F1 GP Brasile 2012, Interlagos: Fernando Alonso (Ferrari) davanti al rivale Sebastian Vettel (Red Bull) F1 GP Brasile 2012, Interlagos: Fernando Alonso (Ferrari) davanti al rivale Sebastian Vettel (Red Bull)

FERNANDO CONTRO TUTTI Lo spagnolo è poi tornato a parlare della Direzione gara, con la quale ormai da alcune settimane sembra aver intrapreso una personalissima battaglia. Non pago delle risposte di Michael Masi sulla tesi dei “due pesi e due misure” usate dalla Federazione, Alonso ha insistito sull’argomento: “Ho sempre provato a lottare contro le ingiustizie. Non sono una novità, è esattamente lo stesso che accadeva in passato.

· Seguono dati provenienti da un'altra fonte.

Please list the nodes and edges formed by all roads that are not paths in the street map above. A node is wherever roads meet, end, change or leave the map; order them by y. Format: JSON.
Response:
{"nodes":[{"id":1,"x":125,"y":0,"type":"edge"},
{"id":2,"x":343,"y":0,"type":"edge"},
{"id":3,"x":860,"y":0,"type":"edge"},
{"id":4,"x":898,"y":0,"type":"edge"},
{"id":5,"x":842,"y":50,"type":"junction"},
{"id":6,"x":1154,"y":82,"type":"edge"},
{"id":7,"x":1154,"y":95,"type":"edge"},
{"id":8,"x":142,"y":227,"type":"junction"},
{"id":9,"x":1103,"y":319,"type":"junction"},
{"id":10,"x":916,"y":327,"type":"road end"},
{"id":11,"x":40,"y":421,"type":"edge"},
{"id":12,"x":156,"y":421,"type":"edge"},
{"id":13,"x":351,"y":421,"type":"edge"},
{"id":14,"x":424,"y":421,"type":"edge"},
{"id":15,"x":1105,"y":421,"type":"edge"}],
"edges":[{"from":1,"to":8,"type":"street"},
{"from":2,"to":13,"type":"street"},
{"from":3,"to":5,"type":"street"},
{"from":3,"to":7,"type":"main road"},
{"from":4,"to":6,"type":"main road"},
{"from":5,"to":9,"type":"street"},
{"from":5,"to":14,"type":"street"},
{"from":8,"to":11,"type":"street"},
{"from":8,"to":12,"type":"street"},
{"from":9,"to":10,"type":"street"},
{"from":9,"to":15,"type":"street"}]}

Ci sono da sempre delle decisioni inconsistenti circa le penalità e l’applicazione delle regole, spesso basate sulla nazionalità dei soggetti coinvolti. Ricordo che, quando stavo lottando contro le Red Bull per il titolo Mondiale, sapevamo che stavano usando delle ali flessibili. La Fia ci mise cinque o sei gare prima di dichiararle illegali ma io, nel 2012, ho perso il campionato solo per tre punti…”.